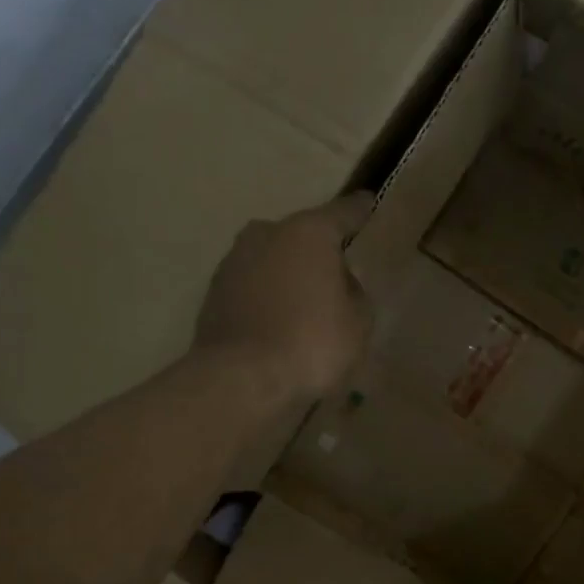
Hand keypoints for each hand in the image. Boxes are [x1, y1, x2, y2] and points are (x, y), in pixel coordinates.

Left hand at [193, 193, 373, 403]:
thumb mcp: (358, 322)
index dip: (360, 210)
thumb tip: (339, 283)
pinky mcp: (214, 293)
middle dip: (317, 250)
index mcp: (308, 233)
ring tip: (305, 304)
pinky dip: (267, 299)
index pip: (343, 212)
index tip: (369, 203)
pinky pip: (253, 288)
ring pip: (272, 260)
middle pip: (301, 235)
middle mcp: (266, 234)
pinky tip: (278, 323)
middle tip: (335, 273)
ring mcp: (234, 262)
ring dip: (288, 275)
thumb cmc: (312, 343)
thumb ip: (355, 294)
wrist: (240, 379)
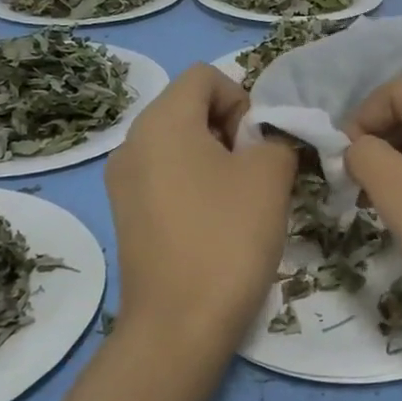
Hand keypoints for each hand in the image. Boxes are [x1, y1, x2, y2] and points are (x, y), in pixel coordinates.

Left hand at [105, 64, 296, 350]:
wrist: (179, 324)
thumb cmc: (228, 237)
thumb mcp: (271, 175)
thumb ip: (278, 138)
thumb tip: (268, 142)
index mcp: (161, 122)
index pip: (206, 76)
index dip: (243, 98)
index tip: (259, 143)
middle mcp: (132, 143)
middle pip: (190, 107)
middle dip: (232, 129)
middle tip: (258, 172)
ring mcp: (123, 182)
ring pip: (180, 144)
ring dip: (218, 158)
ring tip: (242, 200)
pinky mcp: (127, 215)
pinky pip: (167, 176)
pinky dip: (196, 184)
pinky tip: (217, 223)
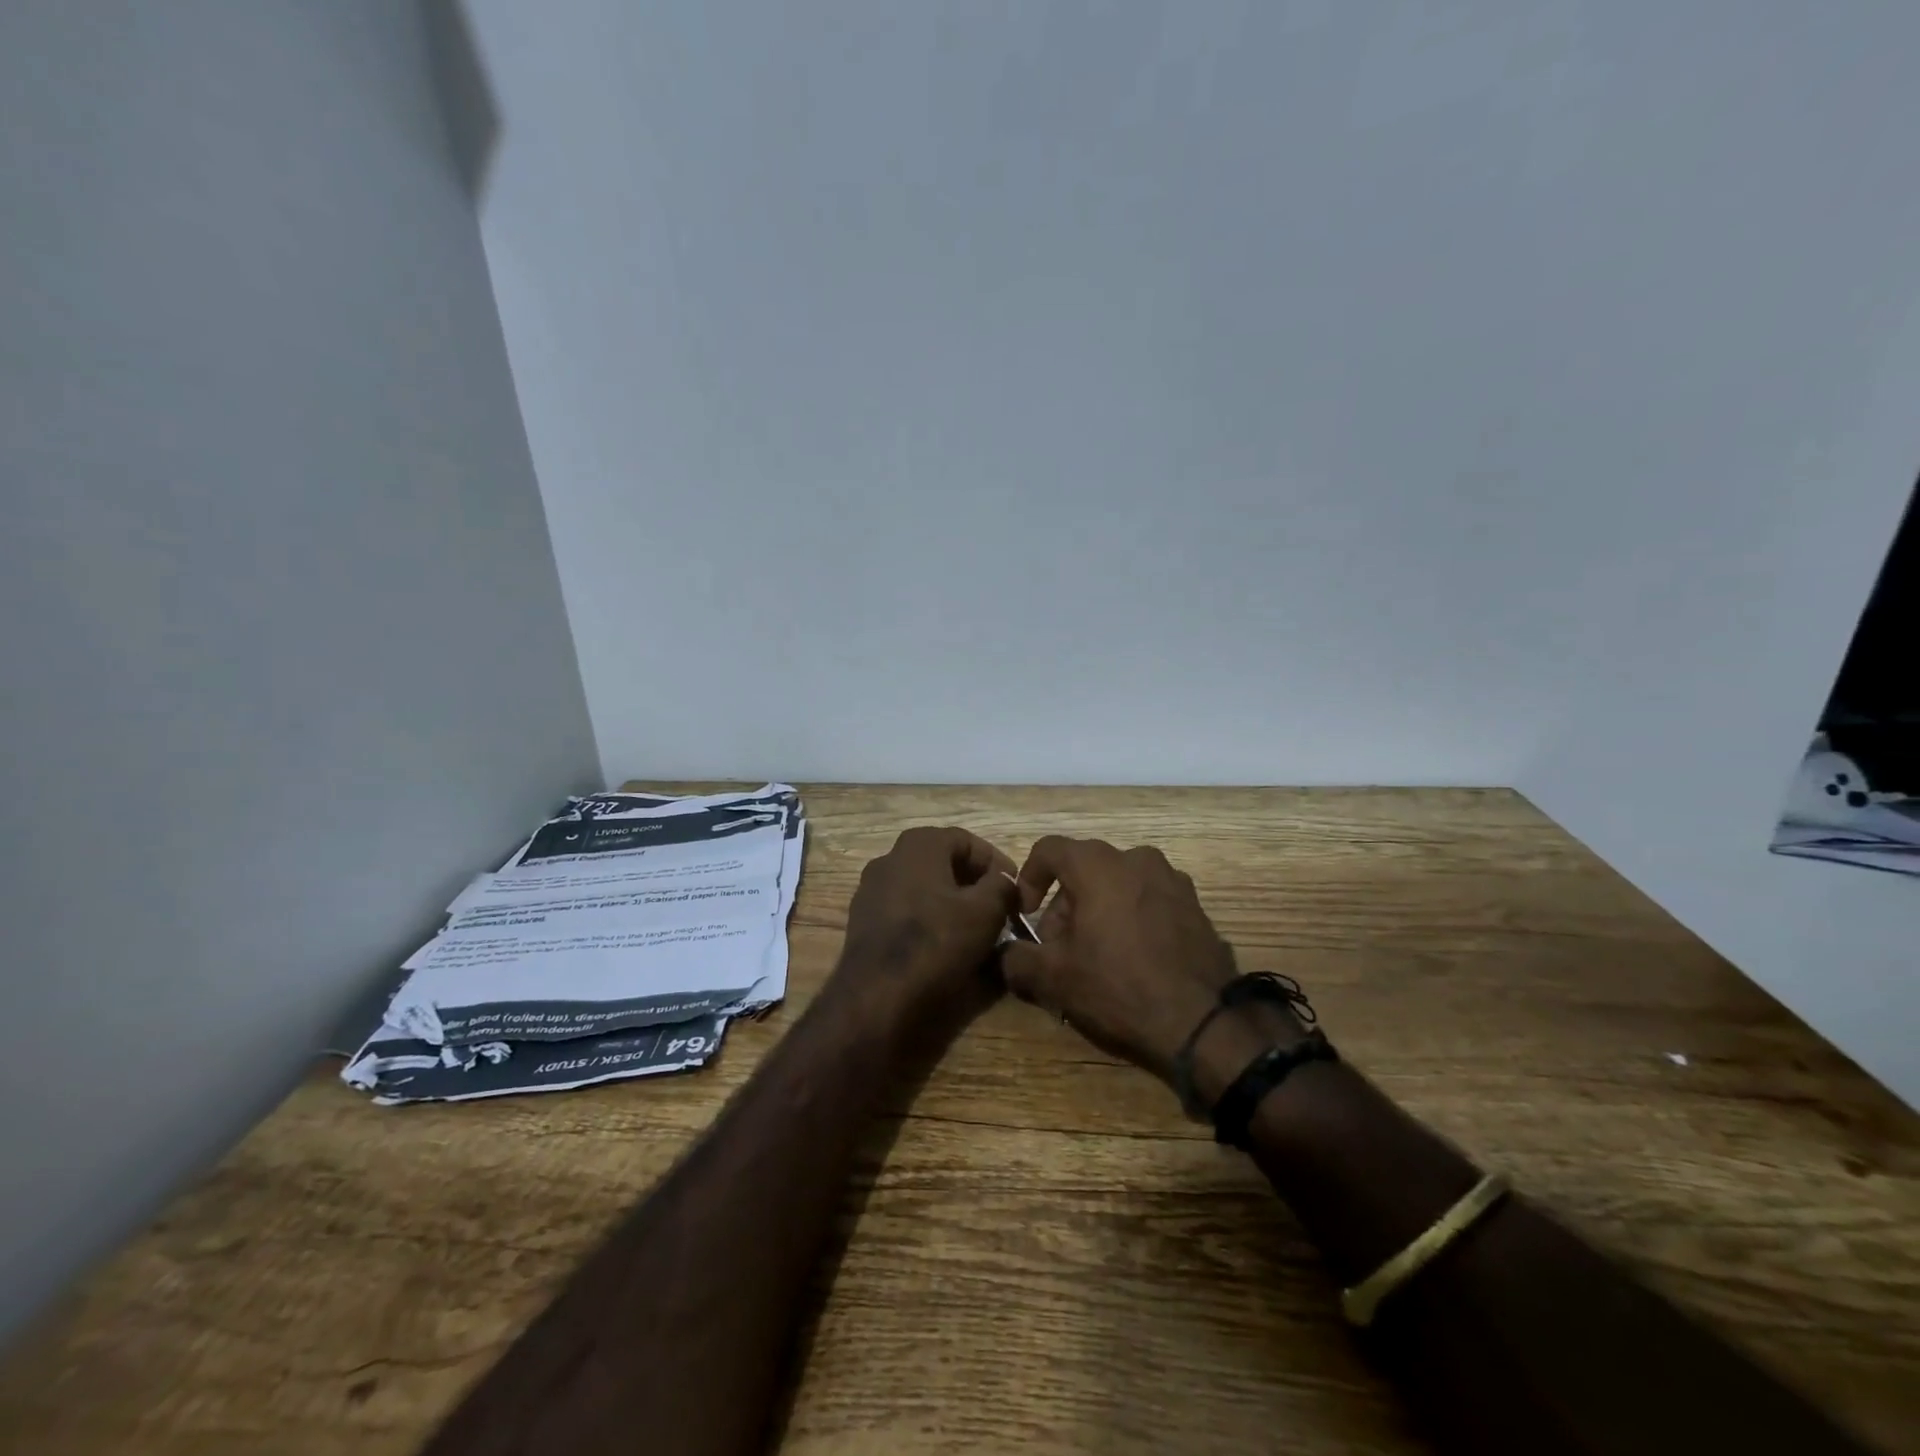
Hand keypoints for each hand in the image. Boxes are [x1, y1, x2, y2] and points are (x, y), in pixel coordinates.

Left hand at [833, 826, 1019, 1034]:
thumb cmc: (936, 942)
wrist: (877, 996)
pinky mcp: (864, 921)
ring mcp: (871, 890)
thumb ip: (1002, 886)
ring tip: (975, 928)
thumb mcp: (986, 911)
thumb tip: (1004, 880)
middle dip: (973, 882)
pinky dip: (928, 919)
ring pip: (923, 887)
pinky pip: (905, 910)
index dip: (995, 862)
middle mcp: (890, 858)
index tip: (1014, 888)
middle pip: (943, 862)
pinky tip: (944, 943)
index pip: (967, 840)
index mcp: (919, 845)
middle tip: (998, 907)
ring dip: (951, 901)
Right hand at [1001, 837, 1249, 1082]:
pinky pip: (1149, 900)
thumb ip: (1016, 959)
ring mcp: (1172, 880)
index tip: (1027, 915)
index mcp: (1098, 864)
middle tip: (1059, 948)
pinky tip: (1133, 961)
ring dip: (1099, 911)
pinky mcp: (1196, 906)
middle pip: (1084, 869)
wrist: (1204, 1022)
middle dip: (1064, 904)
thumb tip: (1006, 953)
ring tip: (1096, 956)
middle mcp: (1136, 859)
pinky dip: (1132, 919)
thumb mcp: (1053, 978)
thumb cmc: (1118, 987)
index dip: (1029, 878)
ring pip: (1118, 884)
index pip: (1049, 849)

============

# [WHAT THE TASK REQUIRES]
Exactly reproduce the lines of the entries above, from the one containing "ring pip: (923, 887)" to the very last, and no others.

# [ANSWER TO THIS EXERCISE]
ring pip: (923, 887)
pinky pip: (905, 910)
index dip: (995, 862)
middle mcp: (890, 858)
index tip: (1014, 888)
middle pip: (943, 862)
pinky tip: (944, 943)
index pip: (967, 840)
index mcp: (919, 845)
middle tip: (998, 907)
ring dip: (951, 901)
Right hand at [1001, 837, 1249, 1082]:
pinky pip: (1149, 900)
thumb ip: (1016, 959)
ring mcp: (1172, 880)
index tip: (1027, 915)
index mcp: (1098, 864)
middle tip: (1059, 948)
pinky tip: (1133, 961)
ring dip: (1099, 911)
pinky mcp: (1196, 906)
middle pip: (1084, 869)
wrist: (1204, 1022)
middle dip: (1064, 904)
thumb tip: (1006, 953)
ring tip: (1096, 956)
middle mcp: (1136, 859)
pinky dip: (1132, 919)
thumb mcp: (1053, 978)
thumb cmc: (1118, 987)
index dip: (1029, 878)
ring pip: (1118, 884)
index pip: (1049, 849)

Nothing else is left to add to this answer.